Au total, on voit bien que l’engagement de liquidité fourni par les APs est surtout efficace dans des conditions de marché dites «normales». Il est moins évident lorsque vous en avez finalement le plus besoin (en périodes de ventes forcées ou lors des phases soudaines de réinvestissements).

Un dernier point non négligeable en matière de liquidité: les ETF sont des supports qui répliquent les indices de façon systématique, sans coupe-circuit ni stop-loss par exemple. Que le marché soit dans un régime de faible, forte, voire de très forte volatilité, un ETF sera toujours investi à 100% dans les obligations constitutives de l´indice qu’il réplique (de façon synthétique ou physique) afin de générer le minimum de «tracking error». On voit bien qu’il s’agit d’une contrainte structurelle pour les gérants d´ETFs, qui ne peuvent, lorsque les conditions de marché justifieraient pourtant d’adopter une approche prudente, augmenter la composante cash de leur portefeuille pour faire face à des rachats potentiels.
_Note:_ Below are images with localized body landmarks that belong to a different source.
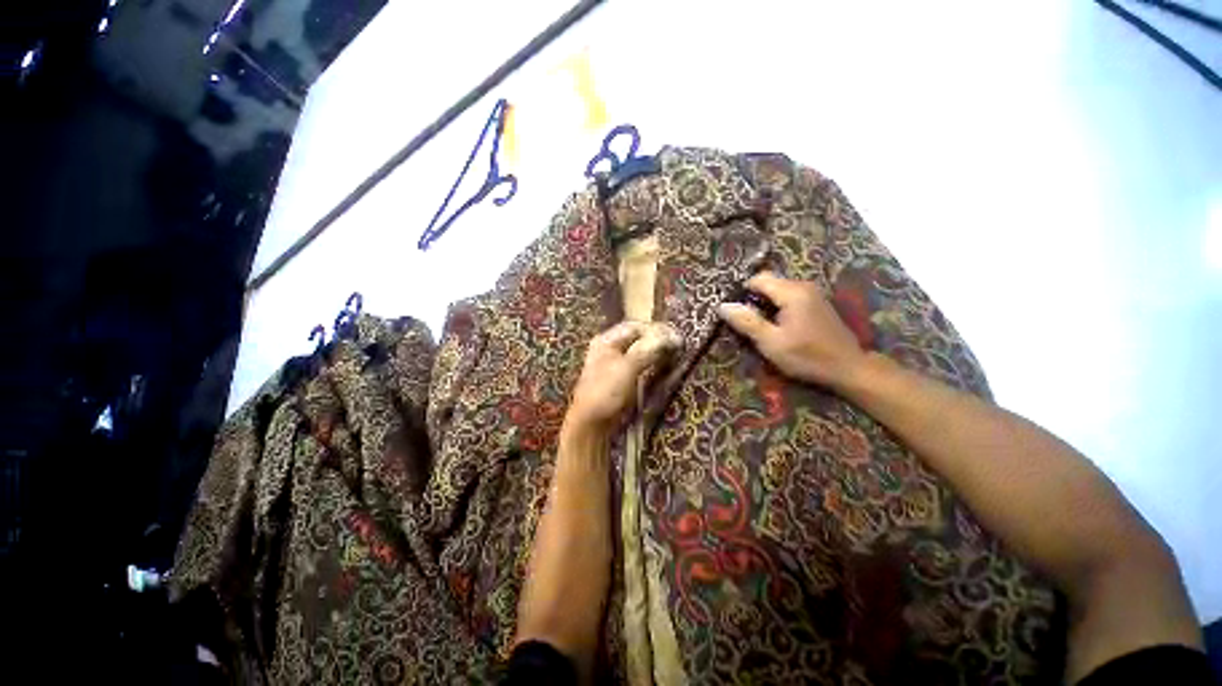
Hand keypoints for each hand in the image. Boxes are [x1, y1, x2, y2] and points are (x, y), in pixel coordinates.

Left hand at [566, 321, 679, 434]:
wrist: (591, 423)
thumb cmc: (606, 391)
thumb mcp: (627, 367)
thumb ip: (648, 349)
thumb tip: (672, 337)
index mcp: (606, 340)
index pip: (634, 327)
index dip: (655, 329)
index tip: (674, 335)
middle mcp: (610, 348)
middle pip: (637, 338)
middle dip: (657, 340)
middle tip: (677, 345)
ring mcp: (615, 364)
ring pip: (640, 352)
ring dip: (656, 352)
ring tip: (674, 355)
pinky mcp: (622, 378)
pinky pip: (640, 365)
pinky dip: (652, 364)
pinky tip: (663, 366)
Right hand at [717, 272, 866, 388]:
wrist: (849, 368)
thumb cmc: (807, 357)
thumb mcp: (771, 342)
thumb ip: (747, 322)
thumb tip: (722, 306)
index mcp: (792, 292)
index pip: (758, 279)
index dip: (741, 292)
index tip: (734, 312)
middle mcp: (803, 286)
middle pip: (768, 282)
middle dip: (753, 298)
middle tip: (745, 321)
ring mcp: (812, 293)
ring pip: (778, 289)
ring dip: (765, 303)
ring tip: (758, 325)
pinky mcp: (817, 302)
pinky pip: (789, 296)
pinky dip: (777, 306)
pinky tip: (776, 325)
Evaluer la liquidité du marché du crédit reste un exercice difficile du fait de l’extrême fragmentation de l’univers d’investissement et de l’évolution de la réglementation et des pratiques de marché depuis la crise financière (en 2020, peu d’acteurs, à part la Fed finalement, sont à même de porter des paniers d’obligations pendant très longtemps sur leur bilan).
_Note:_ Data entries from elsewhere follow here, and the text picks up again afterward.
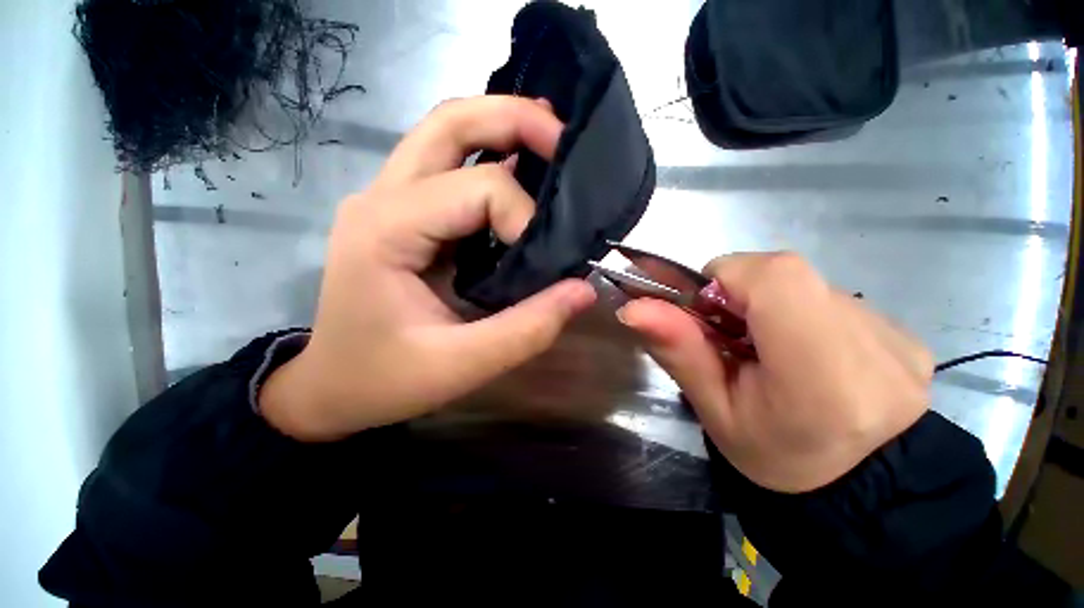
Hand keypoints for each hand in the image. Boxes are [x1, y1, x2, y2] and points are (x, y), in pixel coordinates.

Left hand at [261, 96, 596, 440]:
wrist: (332, 387)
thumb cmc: (386, 381)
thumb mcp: (462, 366)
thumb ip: (527, 329)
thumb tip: (582, 289)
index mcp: (386, 230)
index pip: (477, 190)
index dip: (524, 219)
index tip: (545, 262)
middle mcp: (381, 198)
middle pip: (450, 124)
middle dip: (514, 119)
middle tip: (564, 139)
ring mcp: (387, 199)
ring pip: (446, 133)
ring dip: (502, 127)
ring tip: (550, 143)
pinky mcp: (402, 213)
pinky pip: (448, 165)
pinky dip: (490, 158)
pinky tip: (521, 173)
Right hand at [618, 253, 932, 492]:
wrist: (867, 490)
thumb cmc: (780, 456)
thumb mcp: (715, 411)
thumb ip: (678, 352)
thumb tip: (633, 308)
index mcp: (820, 368)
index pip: (770, 274)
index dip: (725, 279)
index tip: (707, 311)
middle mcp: (869, 338)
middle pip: (782, 272)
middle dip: (740, 293)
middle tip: (732, 337)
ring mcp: (893, 330)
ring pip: (804, 283)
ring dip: (770, 305)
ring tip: (771, 351)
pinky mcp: (902, 331)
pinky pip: (831, 298)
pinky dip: (803, 314)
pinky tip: (809, 355)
Restons positifs. En tant qu’investisseurs, inspirons nous des bonnes pratiques de sélectionneurs de fonds. Ils portent généralement leur attention sur trois axes pour appréhender la liquidité d’un fonds de crédit:
1. Dans quelle mesure les gérants placent les contraintes de trading, les contraintes de liquidité, au cœur de leur construction de portefeuille? Traitent-ils eux-mêmes les titres qu´ils choisissent de mettre dans leur allocation?
2. Comment la diversification et l’étagement par maturité des actifs du portefeuille coïncide avec l’objectif de liquidité quotidienne du fonds? De facto, avoir une position cash, ajustable, peut-elle aider dans ce processus?
3. Qui sont mes co-investisseurs? Partagent-ils mon profil de risque / rendement et mon horizon d’investissement?

Pour conclure, l’épisode de crise de liquidité de mars 2020 valide sans nul doute les recommandations de l´ESMA en matière de stress tests de liquidité, que les fonds UCITS et FIA se doivent de mettre en place comme l’a confirmé tout récemment l´AMF.

Michel Prouteau 12 novembre
Notes

[1] Le leader sur le segment du high yield européen, l’ETF iShares (HIGH LN) affiche par exemple des frais courants de 0,50% par an.